October 28, 2021 – UTSA’s engineering education program continues to honor the foundational commitment to educational accessibility, particularly for those from historically underrepresented communities. The program, housed in the Department of Biomedical Engineering and Chemical Engineering, currently comprises of three faculty members who are leading researchers and influential voices in the growing field of engineering education. Engineering education faculty are joint-appointed by the College of Engineering and Integrated Design (CEID) and the College of Education and Human Development (COEHD).

Program Director and Microsoft President’s Endowed Professor, Dr. Araceli Martinez Ortiz, joined UTSA with the express goal of developing a robust engineering education program to produce engineering educators who can foster interest and develop relevant skills in students throughout San Antonio, South Texas and the nation. “In my unique role as a professor of engineering education, it is my privilege to motivate students to recognize their potential and to guide them in developing their talent towards joining the engineering profession, armed with the power to positively impact their communities and the world,” said Dr. Martinez Ortiz.

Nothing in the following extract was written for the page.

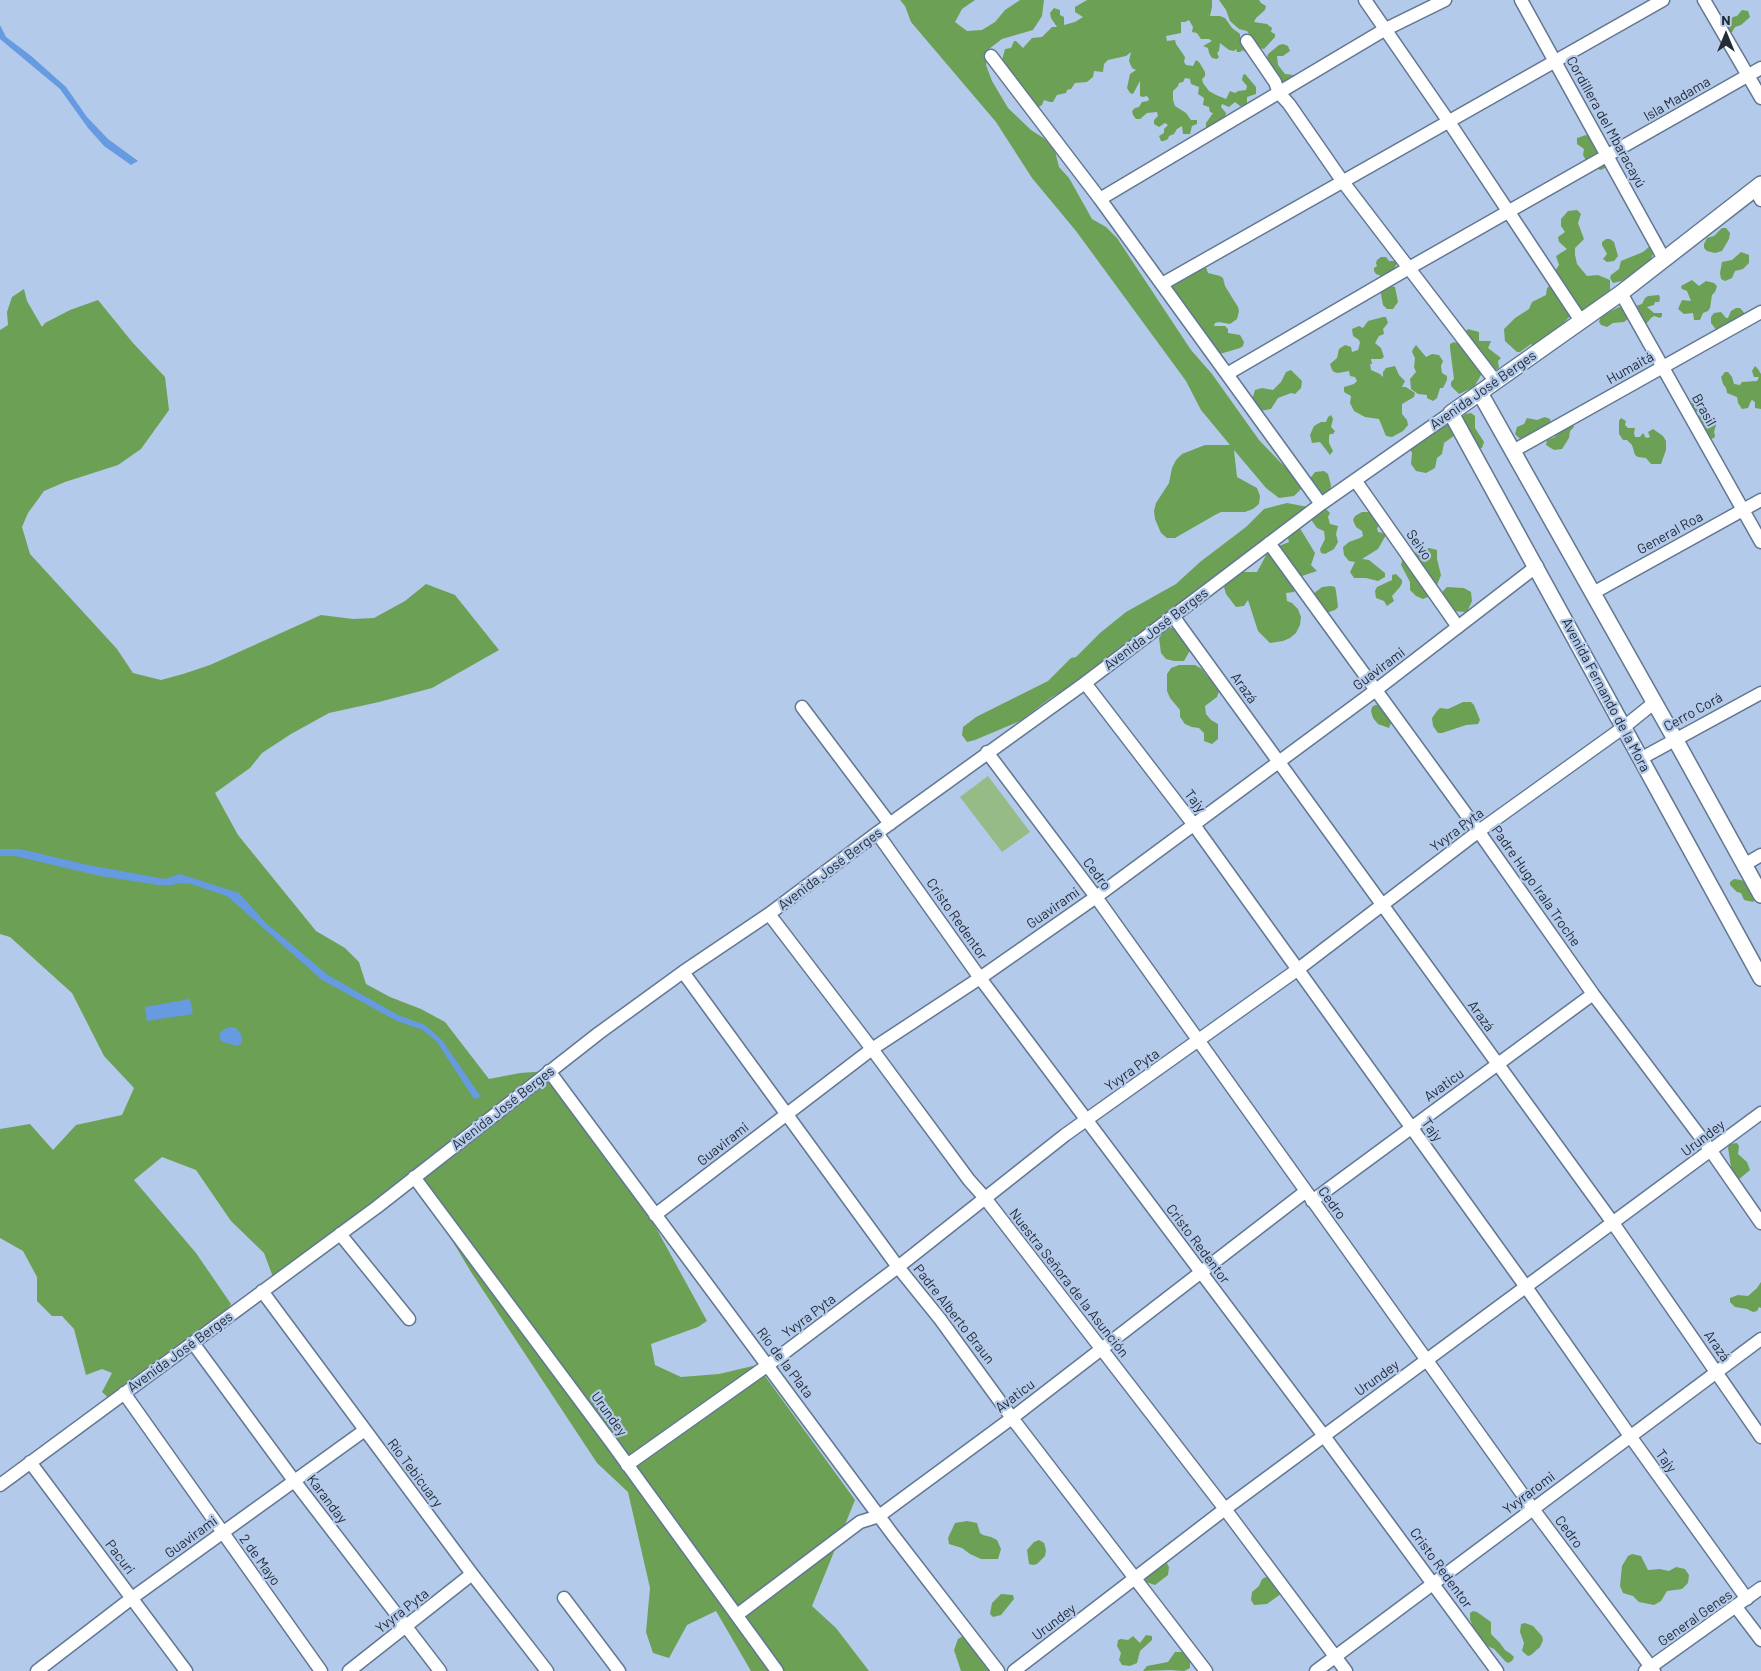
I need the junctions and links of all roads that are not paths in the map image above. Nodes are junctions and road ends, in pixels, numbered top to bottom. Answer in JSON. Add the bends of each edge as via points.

Prior to joining UTSA, Dr. Martinez Ortiz served as the Executive Director of the LBJ Institute for STEM Education and Research and as a research professor at Texas State University. With a specialization in teaching and learning approaches that support students’ academic journeys—including deeper comprehension of engineering concepts of interest, and professional development of engineering educators—Dr. Martinez Ortiz is recognized as a national leader in intervention and research efforts. In addition, her efforts support women and other historically underrepresented populations in engineering programs at the K-20 level. Her recent research has attracted more than $37 million of grant funding over the previous 8 years from the National Science Foundation, the U.S. Department of Agriculture, the Department of Education, NASA, and others. She also works with NASA’s Office of STEM Engagement to advise on approaches to broaden the participation of students from minority serving institutions in NASA’s many outreach and educational efforts with students of all ages.

Dr. Alex Mejia is an NSF Career Award winner with a specialization in researching bicultural and bilingual STEM education, including the approaches that contribute to a more expansive understanding of engineering in sociocultural contexts, the impact of critical consciousness in engineering practice, and the development and implementation of culturally responsive pedagogies in engineering education. Dr. Mejia has consulted with the Public Broadcasting Service (PBS) to develop Spanish speaking outreach and programming.

Dr. Karina Vielma’s research addresses challenges of equity and access to engineering fields, particularly as students foster engineering identities and gain mathematics skills for their future coursework. Her research focuses on connecting all students, especially underrepresented students, to best practices for learning and succeeding in engineering. These best practices include positive engineering identity development, research experiences, mentoring, and confidence in mathematical skills. She uses mixed methodologies to help expand the knowledge that aims to challenge and solve critical issues of access and equity.

UTSA currently offers two graduate certificates in Engineering Education. The Engineering Education Certificate is a nine credit hour curriculum with emphasis on engineering curriculum development, instruction and assessment methods to support student learning outcomes. The Career Technology and Engineering Teaching (CTET) Certificate, when combined with the Engineering Education Certificate, offers a certification pathway for teachers who wish to become Career Technical Education (CTE) educators to teach dual credit engineering courses in high schools or community colleges by meeting the 18-semester credit hour eligibility requirement to teach dual credit classes.

The engineering education faculty is actively working towards offering a Master of Science degree program with a focus on engineering education. The M.S. program will offer students a platform to expand their teaching skills and to develop research and grant proposal skills which can open doors to engagement with multi-institutional research initiatives. The proposed start date for the inaugural cohort is Fall 2022.

As San Antonio, and South Texas, continues to grow at a rate far exceeding much of the US, the demand for engineers and engineering educators will continually increase. A significant workforce of well-prepared and engaged engineering educational professionals will be imperative to meet the growing needs of our region.